Cierto día no acudió solo. Súbitamente confusa, Sylvie descubrió detrás de la reja la silueta alta y esbelta de su enamorado de otra época, convertido entonces en un amigo querido al que seguía llamando Jean d'Autancourt. Pero muy pronto el placer de verle hizo desaparecer su confusión, y Sylvie le tendió espontáneamente dos manos tan menudas que pasaron sin dificultad entre los barrotes de madera.

— ¡Querido marqués! ¡Qué alegría volver a veros…!

— Tendrás que llamarle señor duque -le corrigió Raguenel con una sonrisa-. Nuestro amigo ha pasado por la pena de perder a su padre el mariscal…

— ¡Ni lo uno ni lo otro! -interrumpió el joven-. Para vos yo era Jean en otro tiempo, y me gustaría seguir siéndolo.

— No deseo otra cosa. También he sabido que ahora sois diplomático y que os enviaron a una misión en la corte de la señora duquesa de Saboya…

— Fue muy interesante, pero gracias a Dios no me quedé allí. Nunca me lo habría perdonado: al volver a casa, encontré una carta de Mademoiselle de Hautefort que me citaba en el Vendômois. Por desgracia, cuando llegué allí, no había nadie. Madame de La Flotte y su nieta se habían ido, sin decir a nadie su nueva dirección. Me enteré de que habían recibido por algún tiempo la visita de una joven llamada Sylvie y su acompañante, a la que llamaban Jeannette. Entonces regresé a París para ver al señor caballero de Raguenel, que tenía…

— Muchas cosas que contarle -completó la frase Perceval, con una mirada significativa que hizo ruborizarse a Sylvie.

— ¿Qué le habéis dicho?

— Todo lo que debe saber un hombre cuando pide a una mujer en matrimonio -respondió con gravedad el caballero-. Todo, excepto el nombre del monstruo. Se lo diremos cuando ya no sea un peligro para nadie…

— Es ridículo -protestó el joven-. Puedo afrontar no importa qué peligro, y el rey me distingue con su favor.

— No lo dudo, pero os jugaríais la cabeza sin ningún beneficio para nadie. Creedme, vale más esperar. Yo os avisaré cuando llegue la hora.

En ese momento una religiosa, con las manos ocultas en las amplias mangas del hábito, se acercó a Sylvie y se inclinó para hablarle al oído.

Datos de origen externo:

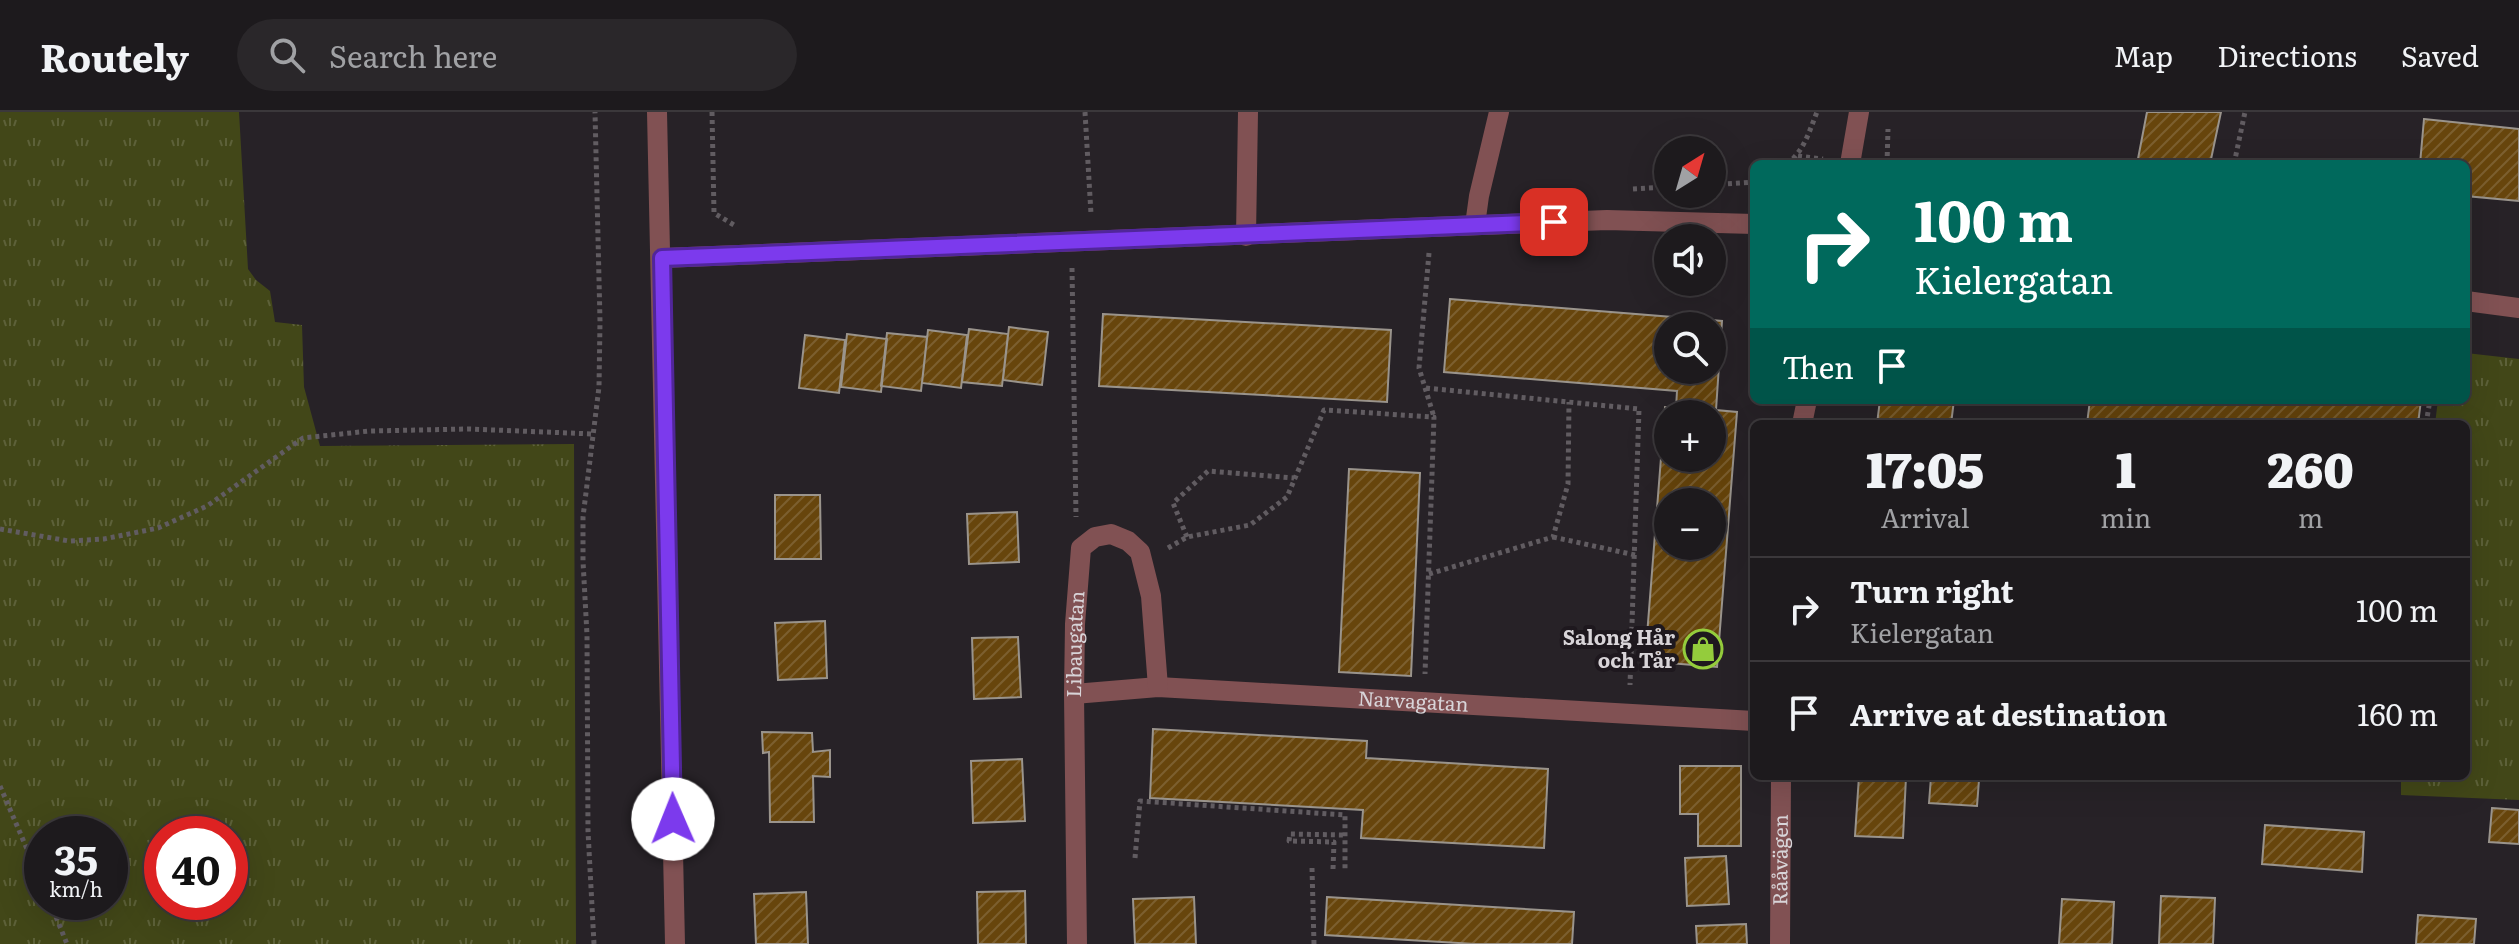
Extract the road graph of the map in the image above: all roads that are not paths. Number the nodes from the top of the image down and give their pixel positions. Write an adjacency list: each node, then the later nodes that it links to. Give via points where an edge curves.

Ella se levantó de inmediato.

— Os ruego que me perdonéis -dijo a sus visitantes-, pero la madre superiora pide verme en privado, y debo…

— Nos vamos -anunció Perceval-. No debes hacerla esperar…

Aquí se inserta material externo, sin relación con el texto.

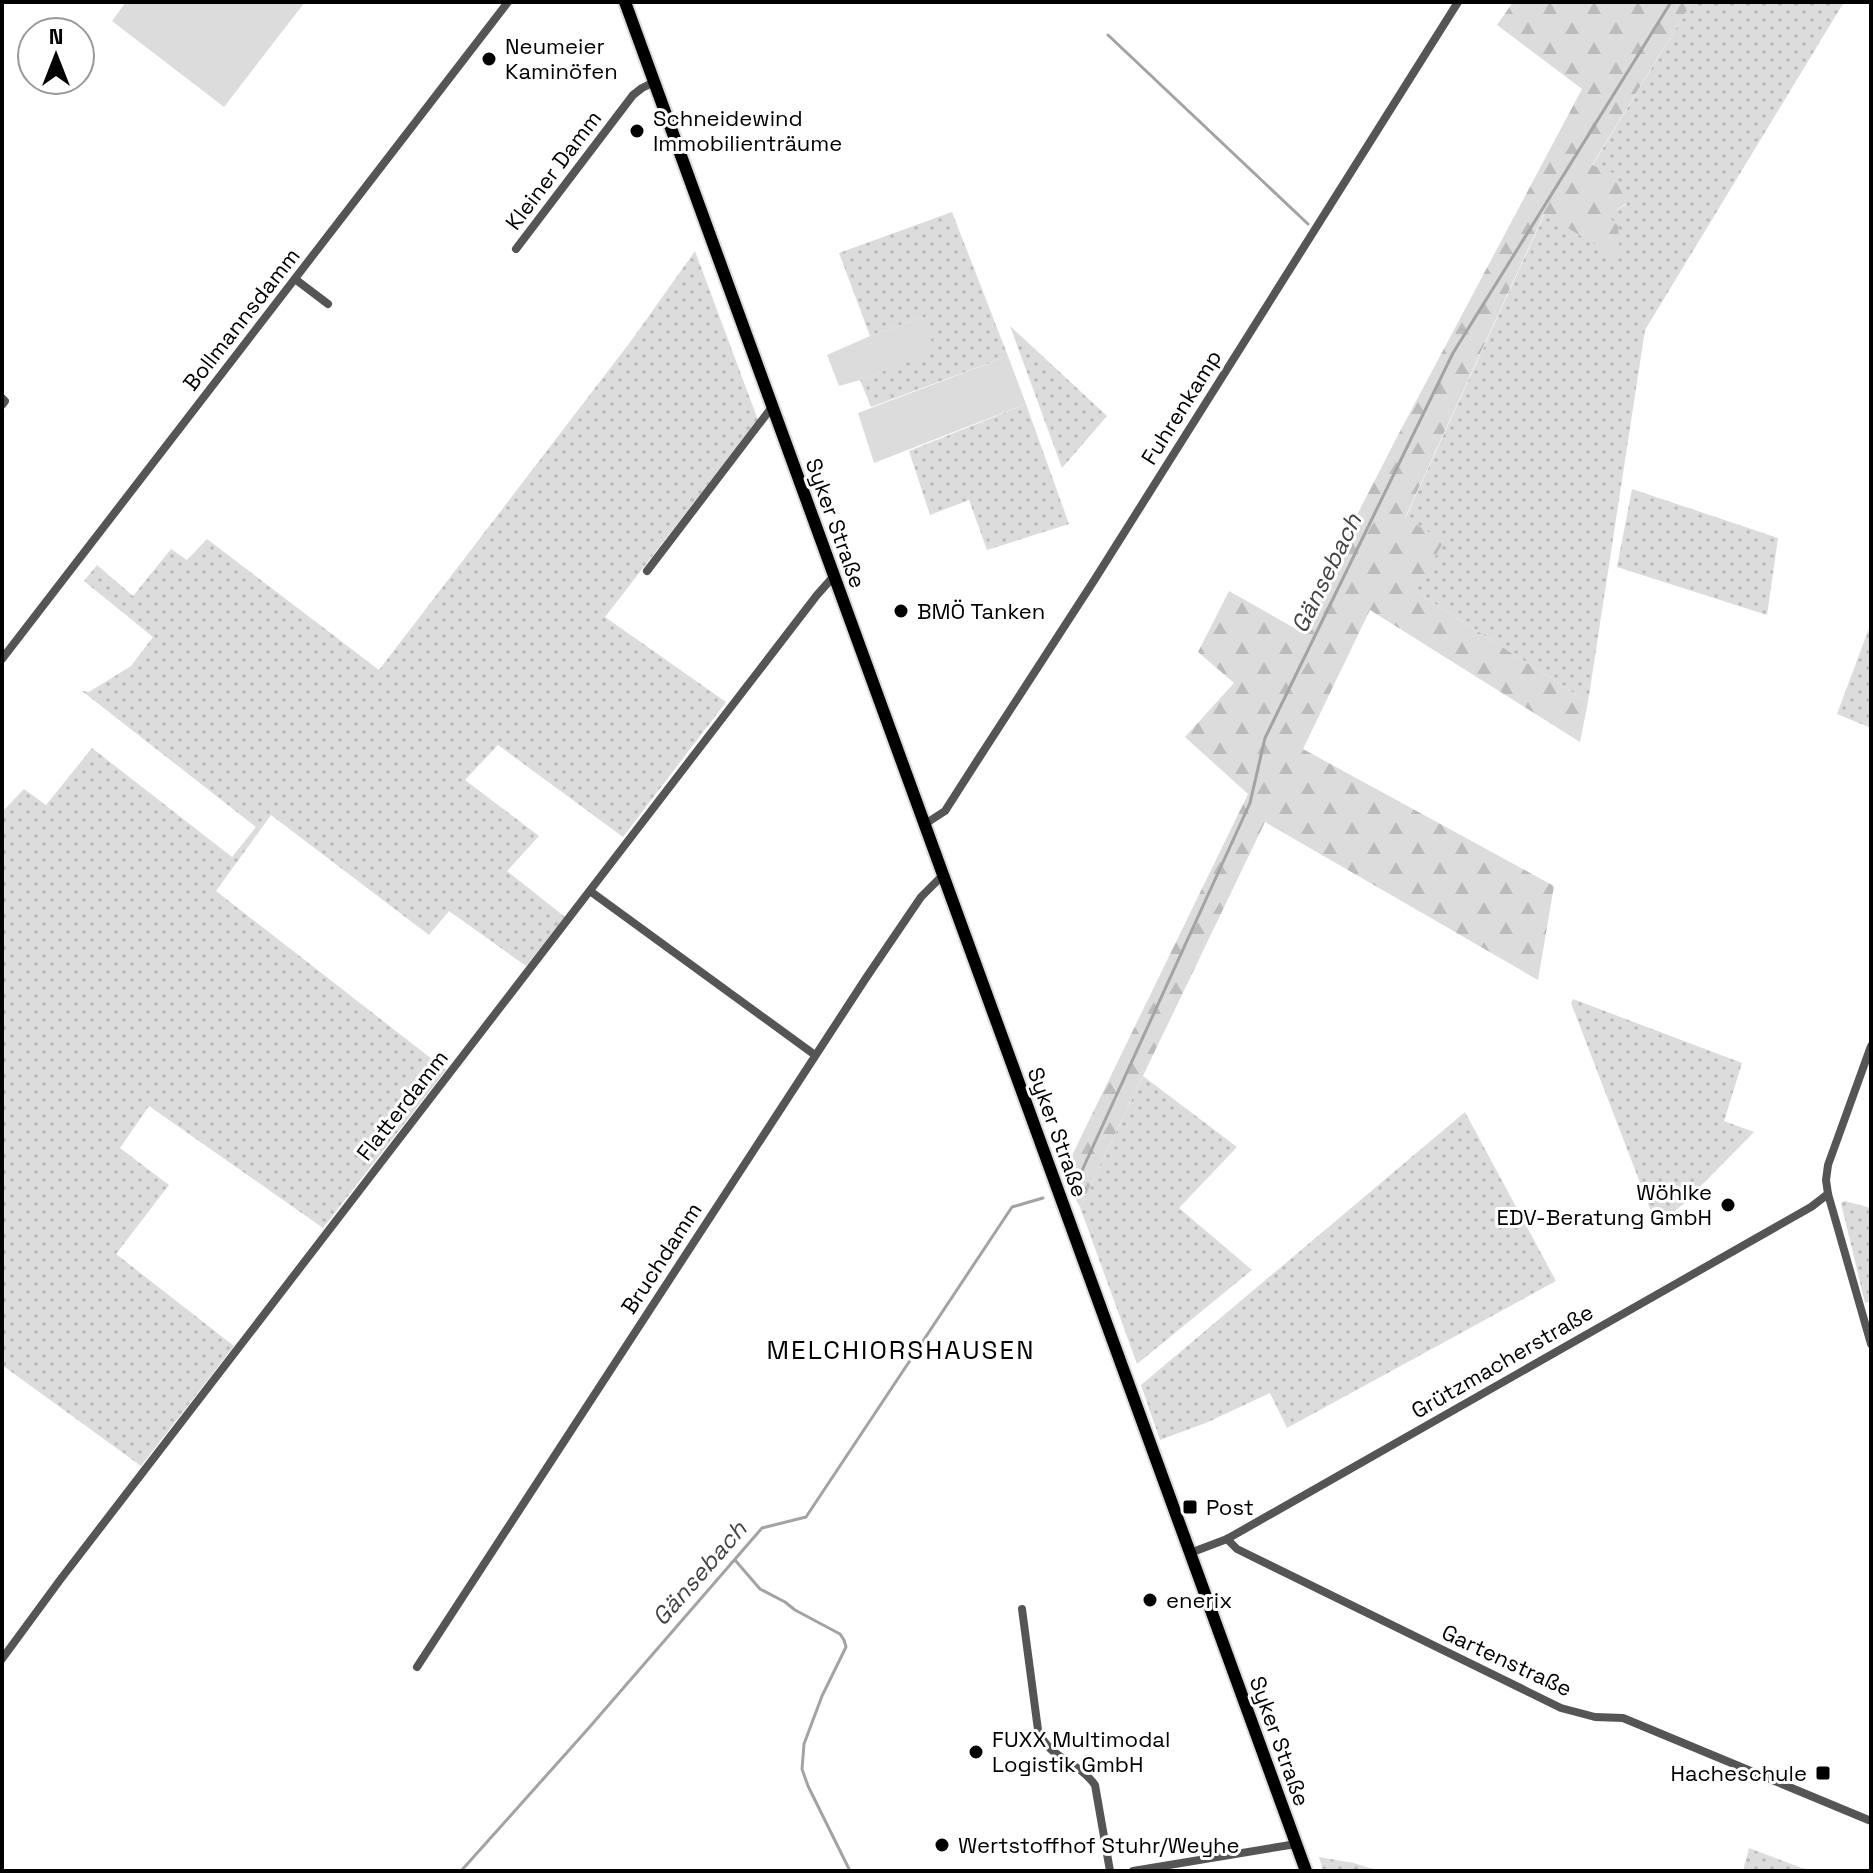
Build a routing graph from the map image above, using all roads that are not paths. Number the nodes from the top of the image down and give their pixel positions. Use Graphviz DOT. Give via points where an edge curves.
graph roads {
  1 [pos="508,2"];
  2 [pos="625,2"];
  3 [pos="1458,2"];
  4 [pos="654,82"];
  5 [pos="516,249"];
  6 [pos="295,279"];
  7 [pos="328,304"];
  8 [pos="2,398"];
  9 [pos="2,405"];
  10 [pos="772,407"];
  11 [pos="647,571"];
  12 [pos="834,576"];
  13 [pos="6,646"];
  14 [pos="2,659"];
  15 [pos="925,824"];
  16 [pos="943,875"];
  17 [pos="590,891"];
  18 [pos="1871,1046"];
  19 [pos="815,1055"];
  20 [pos="1828,1194"];
  21 [pos="1871,1344"];
  22 [pos="1227,1539"];
  23 [pos="1190,1553"];
  24 [pos="1022,1609"];
  25 [pos="2,1659"];
  26 [pos="417,1667"];
  27 [pos="1871,1821"];
  28 [pos="1296,1844"];
  29 [pos="1201,1861"];
  30 [pos="1110,1871"];
  31 [pos="1133,1871"];
  32 [pos="1202,1871"];
  33 [pos="1306,1871"];
  1 -- 6 [label="street, Bollmannsdamm"];
  2 -- 4 [label="main road, Syker Straße"];
  3 -- 15 [label="street, Fuhrenkamp" via="945,811"];
  4 -- 5 [label="street, Kleiner Damm" via="633,95"];
  4 -- 10 [label="main road, Syker Straße"];
  6 -- 7 [label="street"];
  6 -- 13 [label="street, Bollmannsdamm"];
  8 -- 9 [label="street"];
  10 -- 11 [label="street"];
  10 -- 12 [label="main road, Syker Straße"];
  12 -- 15 [label="main road, Syker Straße"];
  12 -- 17 [label="street, Flatterdamm"];
  13 -- 14 [label="street, Bollmannsdamm"];
  15 -- 16 [label="main road, Syker Straße"];
  16 -- 19 [label="street, Bruchdamm" via="921,897"];
  16 -- 23 [label="main road, Syker Straße"];
  17 -- 19 [label="street"];
  17 -- 25 [label="street, Flatterdamm"];
  18 -- 20 [label="street" via="1828,1165"];
  19 -- 26 [label="street, Bruchdamm"];
  20 -- 21 [label="street"];
  20 -- 22 [label="street, Grützmacherstraße"];
  22 -- 23 [label="street, Grützmacherstraße"];
  22 -- 27 [label="street, Gartenstraße" via="1237,1549 1561,1708 1623,1718"];
  23 -- 28 [label="main road, Syker Straße"];
  24 -- 30 [label="street" via="1038,1730 1051,1751 1095,1785"];
  28 -- 29 [label="street"];
  28 -- 33 [label="main road, Syker Straße"];
  29 -- 31 [label="street"];
  29 -- 32 [label="street"];
}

— Pero volveremos, ¿no es cierto? ¿Queréis que vuelva? -preguntó el joven duque en tono de súplica.

— Siempre me hará feliz el veros -contestó Sylvie antes de alejarse tras la hermana.

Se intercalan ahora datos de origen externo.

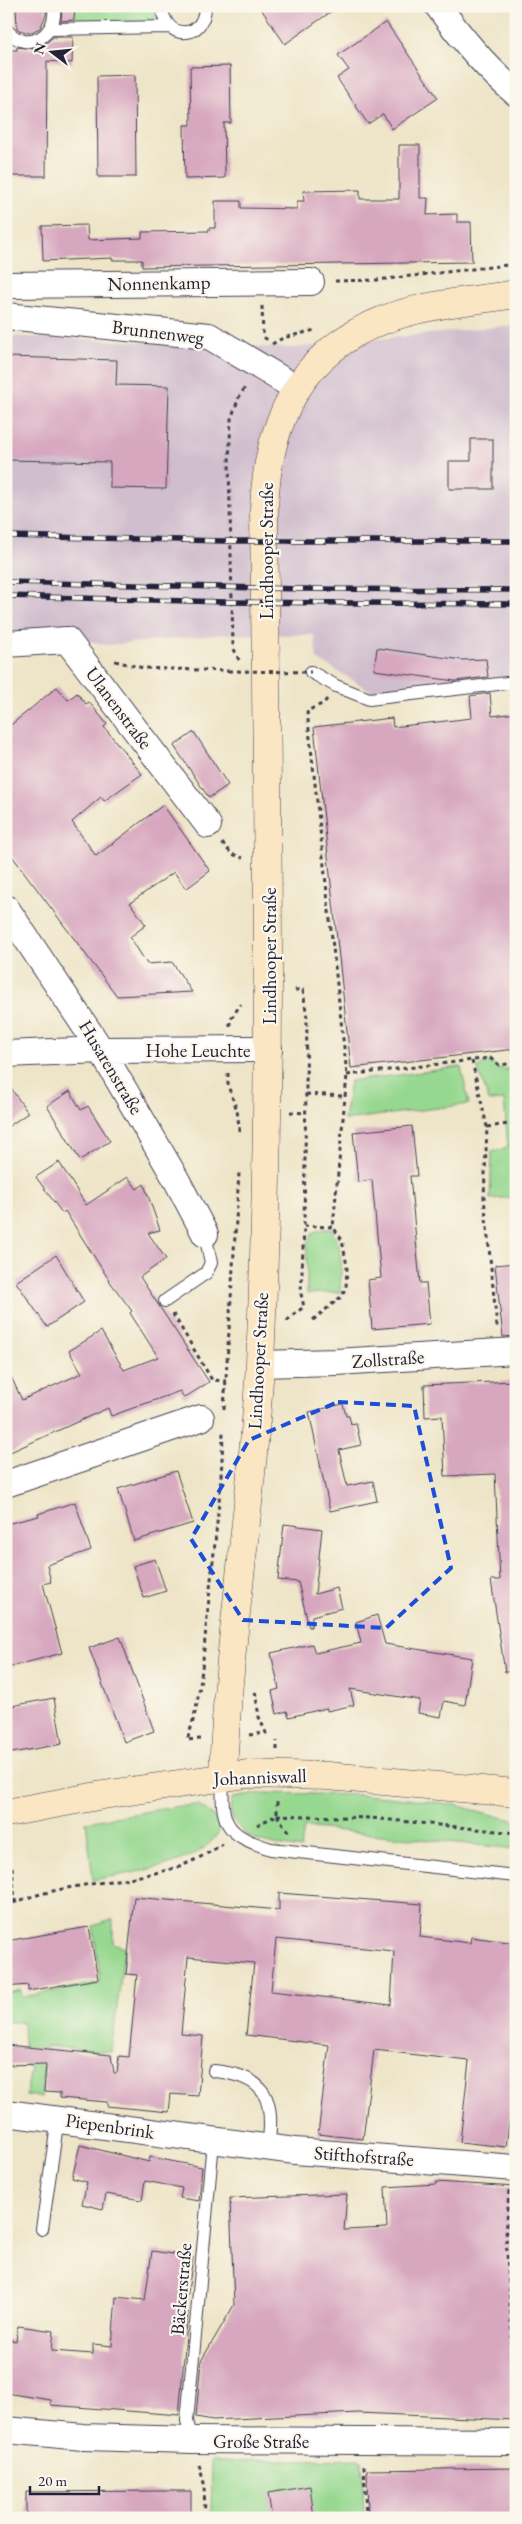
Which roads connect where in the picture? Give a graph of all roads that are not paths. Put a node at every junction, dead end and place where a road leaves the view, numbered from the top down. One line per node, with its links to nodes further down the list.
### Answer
1 (54, 6): 6 (lane)
2 (162, 6): 5 (lane)
3 (205, 6): 5 (lane)
4 (438, 6): 8 (street)
5 (168, 27): 6 (lane)
6 (51, 29): 7 (lane)
7 (6, 30)
8 (516, 93)
9 (311, 282): 10 (street, Nonnenkamp)
10 (6, 285)
11 (516, 294): 13 (main road, Lindhooper Straße)
12 (6, 316): 13 (street, Brunnenweg)
13 (296, 388): 19 (main road, Lindhooper Straße)
14 (6, 644): 17 (street, Ulanenstraße)
15 (311, 672): 16 (lane)
16 (516, 682)
17 (208, 825)
18 (6, 908): 20 (street, Husarenstraße)
19 (269, 1049): 20 (street, Hohe Leuchte); 25 (main road, Lindhooper Straße)
20 (101, 1050): 21 (street, Hohe Leuchte); 22 (street, Husarenstraße)
21 (6, 1054)
22 (205, 1234): 23 (lane)
23 (165, 1301)
24 (516, 1351): 25 (street, Zollstraße)
25 (260, 1364): 28 (main road, Lindhooper Straße)
26 (216, 1419): 27 (street)
27 (6, 1484)
28 (222, 1776): 29 (main road, Johanniswall); 30 (main road, Johanniswall); 31 (lane)
29 (516, 1793)
30 (6, 1813)
31 (516, 1876)
32 (214, 2071): 36 (lane)
33 (6, 2113): 34 (street, Piepenbrink)
34 (58, 2118): 35 (street, Piepenbrink); 38 (lane)
35 (213, 2142): 36 (street, Stifthofstraße); 40 (lane, Bäckerstraße)
36 (268, 2148): 37 (street, Stifthofstraße)
37 (513, 2168)
38 (42, 2229)
39 (6, 2430): 40 (street, Große Straße)
40 (192, 2440): 41 (street, Große Straße)
41 (516, 2442)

La estancia en que la madre Marguerite recibía a sus visitantes no se parecía en nada al salón de una gran dama: el mobiliario consistía en una mesa de roble con patas en espiral, dos sillas de paja, un candelabro y un reclinatorio; aunque, en la pared, un gran cristo en la cruz de Philippe de Champaigne aportaba una nota de doloroso esplendor. Frente a él, esperaba en pie un hombre vestido severamente de negro pero con la elegancia de un encaje muy bello en el cuello y las mangas. Se apartó al entrar Sylvie, pero ella tuvo la impresión de haberle visto ya en otra ocasión.

— Aquí está Mademoiselle de Valaines -dijo la superiora, acercándose a recibirla-. Hija mía, éste es el Monsieur de Chavigny. Es secretario de Estado y viene de parte de Su Eminencia, que os reclama. El os conducirá al Palais-Cardinal…

— ¿A mí? Pero… creía que el cardenal ignoraba que yo estuviera en París.

— El cardenal lo sabe siempre todo, mademoiselle. Tened la bondad de disponeros a seguirme.